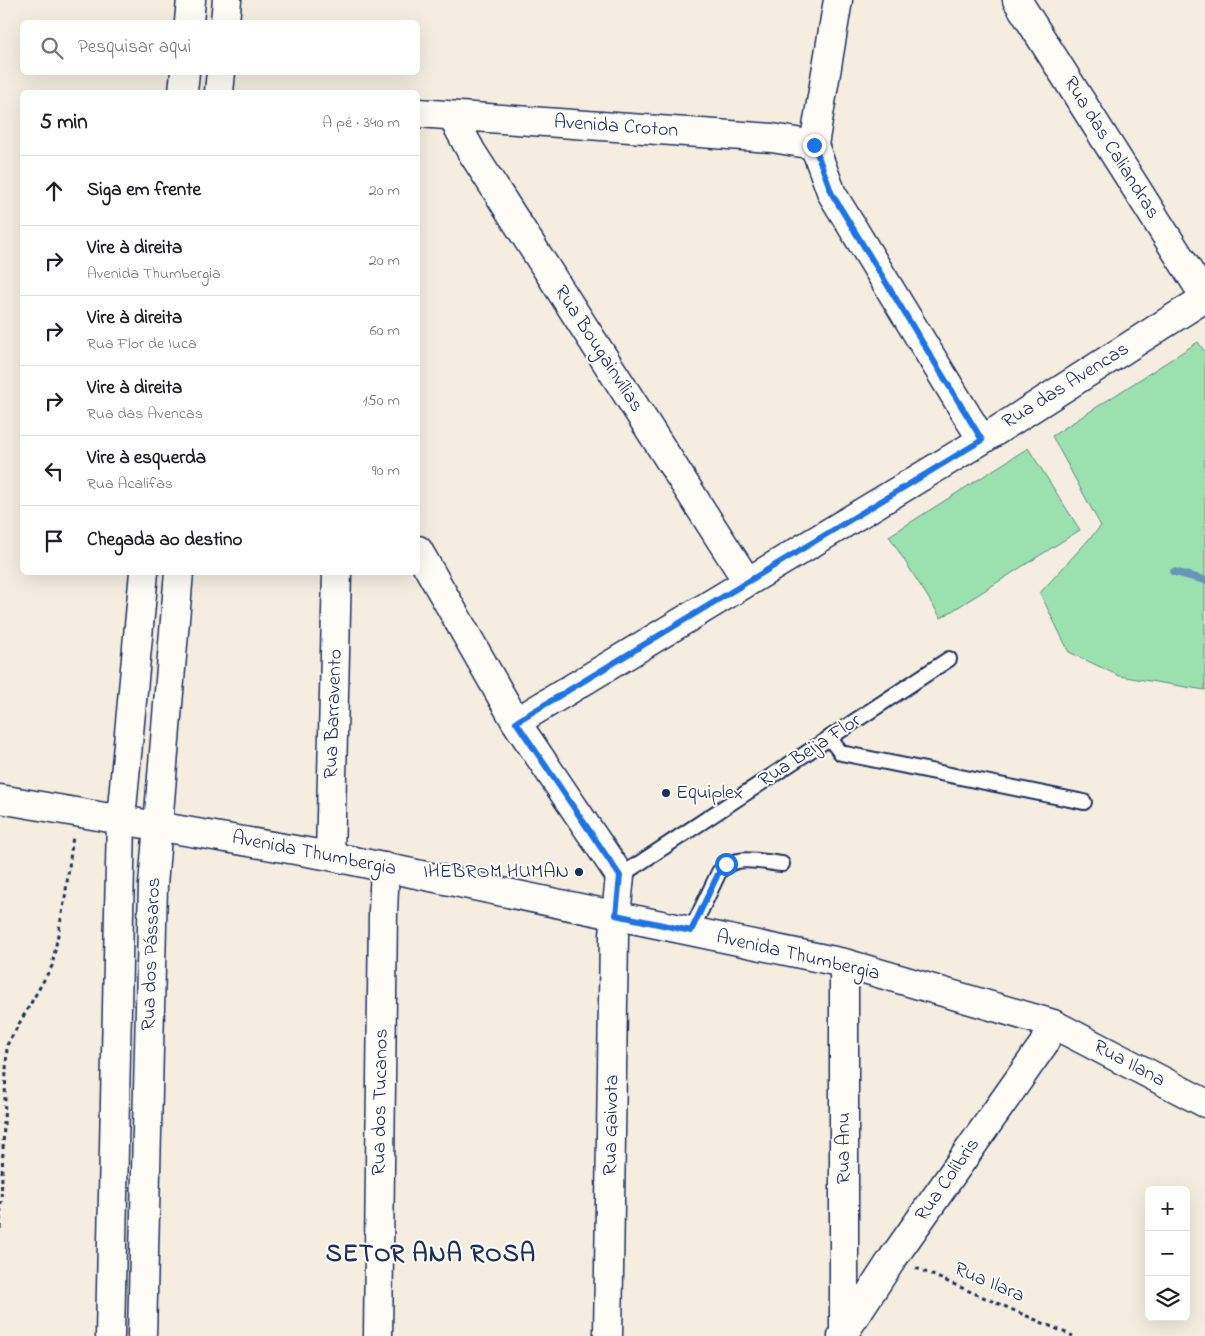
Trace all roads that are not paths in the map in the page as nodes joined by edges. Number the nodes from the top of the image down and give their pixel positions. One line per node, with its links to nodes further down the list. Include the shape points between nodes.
1 (191, 0): 5 (street)
2 (227, 0): 6 (street)
3 (838, 0): 13 (street)
4 (1017, 0): 14 (street, Rua das Caliandras)
5 (189, 20)
6 (225, 20)
7 (185, 75): 9 (street)
8 (221, 75): 10 (street)
9 (183, 90)
10 (219, 90)
11 (420, 113): 12 (street, Avenida Croton)
12 (452, 116): 13 (street, Avenida Croton, via 772,138); 20 (street, Rua Bougainvílias, via 471,152)
13 (814, 145): 15 (street, via 832,194)
14 (1205, 298): 15 (street, Rua das Avencas)
15 (982, 440): 20 (street, Rua das Avencas)
16 (420, 554): 22 (street)
17 (144, 575): 26 (street, Rua dos Pássaros)
18 (179, 575): 27 (street, Rua dos Pássaros)
19 (338, 575): 28 (street, Rua Barravento)
20 (746, 581): 22 (street, Rua das Avencas)
21 (950, 659): 23 (lane, Rua Beija Flor)
22 (516, 722): 31 (street)
23 (830, 739): 25 (lane, via 841,753); 31 (lane, Rua Beija Flor)
24 (0, 799): 26 (street)
25 (1084, 802)
26 (121, 819): 27 (street, Avenida Thumbergia); 38 (street, Rua dos Pássaros)
27 (158, 826): 28 (street, Avenida Thumbergia); 39 (street, Rua dos Pássaros, via 153,885)
28 (330, 856): 30 (street, Avenida Thumbergia)
29 (782, 864): 33 (lane, via 742,860 726,864 719,872)
30 (385, 867): 32 (street, Avenida Thumbergia); 40 (street, Rua dos Tucanos)
31 (620, 876): 32 (street, Rua Gaivota)
32 (616, 915): 33 (street, Avenida Thumbergia); 41 (street, Rua Gaivota)
33 (691, 931): 34 (street, Avenida Thumbergia)
34 (844, 963): 35 (street, Avenida Thumbergia); 37 (street, Rua Anu)
35 (1053, 1024): 36 (street, Rua Ilana); 37 (street, Rua Colibris, via 1043,1046)
36 (1205, 1103)
37 (843, 1334)
38 (110, 1336)
39 (142, 1336)
40 (378, 1336)
41 (608, 1336)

- [Task to complete] Would you retype each line above exactly and skip every image?

- [Response area]
Trace all roads that are not paths in the map in the page as nodes joined by edges. Number the nodes from the top of the image down and give their pixel positions. One line per node, with its links to nodes further down the list. Include the shape points between nodes.
1 (191, 0): 5 (street)
2 (227, 0): 6 (street)
3 (838, 0): 13 (street)
4 (1017, 0): 14 (street, Rua das Caliandras)
5 (189, 20)
6 (225, 20)
7 (185, 75): 9 (street)
8 (221, 75): 10 (street)
9 (183, 90)
10 (219, 90)
11 (420, 113): 12 (street, Avenida Croton)
12 (452, 116): 13 (street, Avenida Croton, via 772,138); 20 (street, Rua Bougainvílias, via 471,152)
13 (814, 145): 15 (street, via 832,194)
14 (1205, 298): 15 (street, Rua das Avencas)
15 (982, 440): 20 (street, Rua das Avencas)
16 (420, 554): 22 (street)
17 (144, 575): 26 (street, Rua dos Pássaros)
18 (179, 575): 27 (street, Rua dos Pássaros)
19 (338, 575): 28 (street, Rua Barravento)
20 (746, 581): 22 (street, Rua das Avencas)
21 (950, 659): 23 (lane, Rua Beija Flor)
22 (516, 722): 31 (street)
23 (830, 739): 25 (lane, via 841,753); 31 (lane, Rua Beija Flor)
24 (0, 799): 26 (street)
25 (1084, 802)
26 (121, 819): 27 (street, Avenida Thumbergia); 38 (street, Rua dos Pássaros)
27 (158, 826): 28 (street, Avenida Thumbergia); 39 (street, Rua dos Pássaros, via 153,885)
28 (330, 856): 30 (street, Avenida Thumbergia)
29 (782, 864): 33 (lane, via 742,860 726,864 719,872)
30 (385, 867): 32 (street, Avenida Thumbergia); 40 (street, Rua dos Tucanos)
31 (620, 876): 32 (street, Rua Gaivota)
32 (616, 915): 33 (street, Avenida Thumbergia); 41 (street, Rua Gaivota)
33 (691, 931): 34 (street, Avenida Thumbergia)
34 (844, 963): 35 (street, Avenida Thumbergia); 37 (street, Rua Anu)
35 (1053, 1024): 36 (street, Rua Ilana); 37 (street, Rua Colibris, via 1043,1046)
36 (1205, 1103)
37 (843, 1334)
38 (110, 1336)
39 (142, 1336)
40 (378, 1336)
41 (608, 1336)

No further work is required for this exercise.